* _About this exercise_
The records below must be copied in full; omit the images.

* _Exercise data_

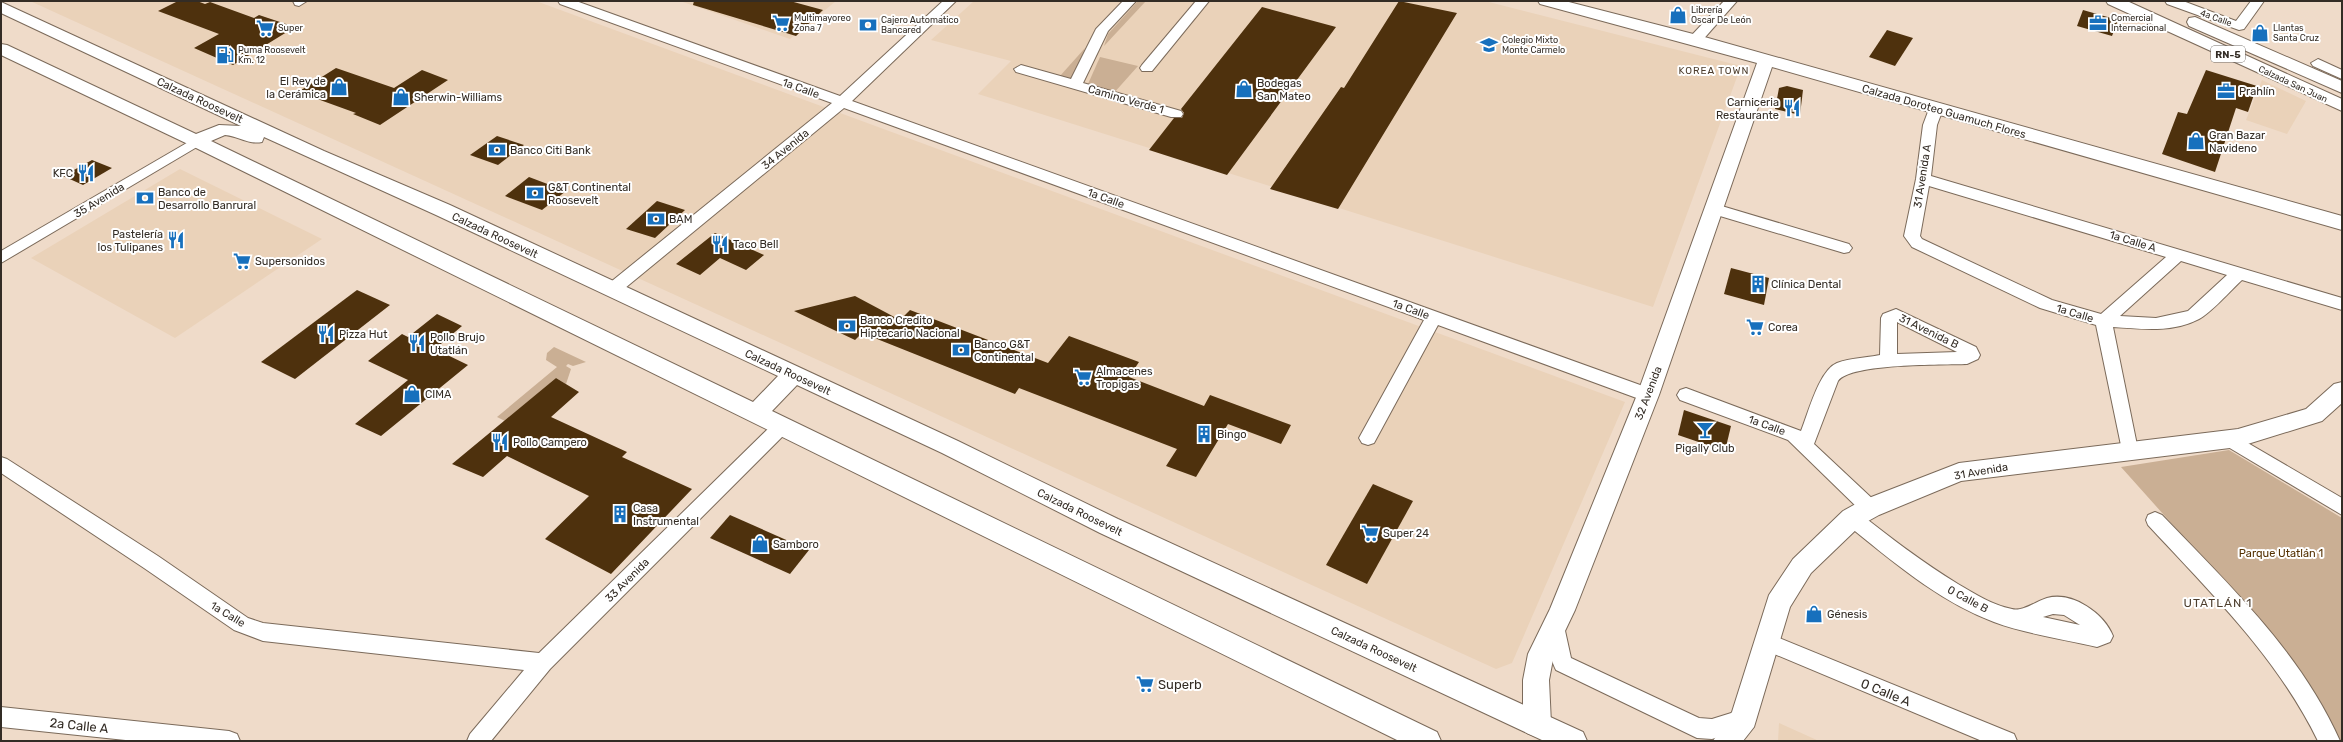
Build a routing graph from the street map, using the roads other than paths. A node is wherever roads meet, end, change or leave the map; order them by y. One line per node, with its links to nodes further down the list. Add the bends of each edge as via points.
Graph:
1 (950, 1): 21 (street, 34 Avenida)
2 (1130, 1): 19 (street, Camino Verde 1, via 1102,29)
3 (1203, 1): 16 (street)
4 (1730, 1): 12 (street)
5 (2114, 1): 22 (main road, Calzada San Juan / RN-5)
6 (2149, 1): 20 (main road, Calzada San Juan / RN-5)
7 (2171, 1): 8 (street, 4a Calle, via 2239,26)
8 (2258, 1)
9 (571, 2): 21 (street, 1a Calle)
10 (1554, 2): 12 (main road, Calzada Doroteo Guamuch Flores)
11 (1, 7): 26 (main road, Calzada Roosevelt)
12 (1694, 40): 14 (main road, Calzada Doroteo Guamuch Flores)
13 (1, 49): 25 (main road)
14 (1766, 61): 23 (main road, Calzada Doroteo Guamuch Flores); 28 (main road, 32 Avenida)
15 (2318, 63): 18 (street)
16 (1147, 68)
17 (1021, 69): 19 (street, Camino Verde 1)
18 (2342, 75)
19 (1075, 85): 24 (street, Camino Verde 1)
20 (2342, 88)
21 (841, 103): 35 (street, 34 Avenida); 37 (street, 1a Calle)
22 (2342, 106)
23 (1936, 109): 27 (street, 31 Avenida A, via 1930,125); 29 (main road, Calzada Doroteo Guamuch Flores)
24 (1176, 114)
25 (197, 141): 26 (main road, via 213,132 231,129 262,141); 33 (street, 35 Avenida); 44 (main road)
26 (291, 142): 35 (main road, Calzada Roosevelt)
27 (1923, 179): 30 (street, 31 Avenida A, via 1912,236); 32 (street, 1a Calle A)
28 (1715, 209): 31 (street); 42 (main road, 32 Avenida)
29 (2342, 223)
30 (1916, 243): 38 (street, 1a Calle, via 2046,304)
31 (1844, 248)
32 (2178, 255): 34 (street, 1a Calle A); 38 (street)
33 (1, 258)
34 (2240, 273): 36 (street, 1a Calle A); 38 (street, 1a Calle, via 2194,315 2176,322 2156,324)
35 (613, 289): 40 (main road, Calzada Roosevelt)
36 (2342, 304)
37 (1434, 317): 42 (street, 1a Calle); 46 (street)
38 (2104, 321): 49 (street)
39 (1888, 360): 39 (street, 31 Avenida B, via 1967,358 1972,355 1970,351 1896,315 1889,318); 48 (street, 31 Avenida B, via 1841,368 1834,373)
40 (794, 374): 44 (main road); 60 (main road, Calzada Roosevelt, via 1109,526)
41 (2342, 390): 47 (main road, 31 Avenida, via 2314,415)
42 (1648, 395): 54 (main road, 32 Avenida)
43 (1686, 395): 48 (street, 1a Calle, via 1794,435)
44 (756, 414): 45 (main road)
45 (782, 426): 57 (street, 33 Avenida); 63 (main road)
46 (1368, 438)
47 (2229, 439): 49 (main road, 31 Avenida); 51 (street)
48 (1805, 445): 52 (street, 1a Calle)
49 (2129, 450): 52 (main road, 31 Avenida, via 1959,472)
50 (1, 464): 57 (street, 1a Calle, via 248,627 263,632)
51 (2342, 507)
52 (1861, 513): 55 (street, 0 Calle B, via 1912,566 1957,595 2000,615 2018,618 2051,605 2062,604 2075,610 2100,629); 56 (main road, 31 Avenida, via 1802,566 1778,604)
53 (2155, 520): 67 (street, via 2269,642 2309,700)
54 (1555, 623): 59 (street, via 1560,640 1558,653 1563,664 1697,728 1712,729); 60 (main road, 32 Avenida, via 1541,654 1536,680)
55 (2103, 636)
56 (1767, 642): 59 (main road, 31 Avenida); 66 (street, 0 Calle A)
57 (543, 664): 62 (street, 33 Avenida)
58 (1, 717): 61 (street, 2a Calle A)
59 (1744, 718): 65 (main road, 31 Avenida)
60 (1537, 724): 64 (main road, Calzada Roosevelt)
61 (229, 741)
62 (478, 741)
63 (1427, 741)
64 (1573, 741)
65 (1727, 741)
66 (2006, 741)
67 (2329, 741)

* _Solution for this problem_
Build a routing graph from the street map, using the roads other than paths. A node is wherever roads meet, end, change or leave the map; order them by y. One line per node, with its links to nodes further down the list. Add the bends of each edge as via points.
Graph:
1 (950, 1): 21 (street, 34 Avenida)
2 (1130, 1): 19 (street, Camino Verde 1, via 1102,29)
3 (1203, 1): 16 (street)
4 (1730, 1): 12 (street)
5 (2114, 1): 22 (main road, Calzada San Juan / RN-5)
6 (2149, 1): 20 (main road, Calzada San Juan / RN-5)
7 (2171, 1): 8 (street, 4a Calle, via 2239,26)
8 (2258, 1)
9 (571, 2): 21 (street, 1a Calle)
10 (1554, 2): 12 (main road, Calzada Doroteo Guamuch Flores)
11 (1, 7): 26 (main road, Calzada Roosevelt)
12 (1694, 40): 14 (main road, Calzada Doroteo Guamuch Flores)
13 (1, 49): 25 (main road)
14 (1766, 61): 23 (main road, Calzada Doroteo Guamuch Flores); 28 (main road, 32 Avenida)
15 (2318, 63): 18 (street)
16 (1147, 68)
17 (1021, 69): 19 (street, Camino Verde 1)
18 (2342, 75)
19 (1075, 85): 24 (street, Camino Verde 1)
20 (2342, 88)
21 (841, 103): 35 (street, 34 Avenida); 37 (street, 1a Calle)
22 (2342, 106)
23 (1936, 109): 27 (street, 31 Avenida A, via 1930,125); 29 (main road, Calzada Doroteo Guamuch Flores)
24 (1176, 114)
25 (197, 141): 26 (main road, via 213,132 231,129 262,141); 33 (street, 35 Avenida); 44 (main road)
26 (291, 142): 35 (main road, Calzada Roosevelt)
27 (1923, 179): 30 (street, 31 Avenida A, via 1912,236); 32 (street, 1a Calle A)
28 (1715, 209): 31 (street); 42 (main road, 32 Avenida)
29 (2342, 223)
30 (1916, 243): 38 (street, 1a Calle, via 2046,304)
31 (1844, 248)
32 (2178, 255): 34 (street, 1a Calle A); 38 (street)
33 (1, 258)
34 (2240, 273): 36 (street, 1a Calle A); 38 (street, 1a Calle, via 2194,315 2176,322 2156,324)
35 (613, 289): 40 (main road, Calzada Roosevelt)
36 (2342, 304)
37 (1434, 317): 42 (street, 1a Calle); 46 (street)
38 (2104, 321): 49 (street)
39 (1888, 360): 39 (street, 31 Avenida B, via 1967,358 1972,355 1970,351 1896,315 1889,318); 48 (street, 31 Avenida B, via 1841,368 1834,373)
40 (794, 374): 44 (main road); 60 (main road, Calzada Roosevelt, via 1109,526)
41 (2342, 390): 47 (main road, 31 Avenida, via 2314,415)
42 (1648, 395): 54 (main road, 32 Avenida)
43 (1686, 395): 48 (street, 1a Calle, via 1794,435)
44 (756, 414): 45 (main road)
45 (782, 426): 57 (street, 33 Avenida); 63 (main road)
46 (1368, 438)
47 (2229, 439): 49 (main road, 31 Avenida); 51 (street)
48 (1805, 445): 52 (street, 1a Calle)
49 (2129, 450): 52 (main road, 31 Avenida, via 1959,472)
50 (1, 464): 57 (street, 1a Calle, via 248,627 263,632)
51 (2342, 507)
52 (1861, 513): 55 (street, 0 Calle B, via 1912,566 1957,595 2000,615 2018,618 2051,605 2062,604 2075,610 2100,629); 56 (main road, 31 Avenida, via 1802,566 1778,604)
53 (2155, 520): 67 (street, via 2269,642 2309,700)
54 (1555, 623): 59 (street, via 1560,640 1558,653 1563,664 1697,728 1712,729); 60 (main road, 32 Avenida, via 1541,654 1536,680)
55 (2103, 636)
56 (1767, 642): 59 (main road, 31 Avenida); 66 (street, 0 Calle A)
57 (543, 664): 62 (street, 33 Avenida)
58 (1, 717): 61 (street, 2a Calle A)
59 (1744, 718): 65 (main road, 31 Avenida)
60 (1537, 724): 64 (main road, Calzada Roosevelt)
61 (229, 741)
62 (478, 741)
63 (1427, 741)
64 (1573, 741)
65 (1727, 741)
66 (2006, 741)
67 (2329, 741)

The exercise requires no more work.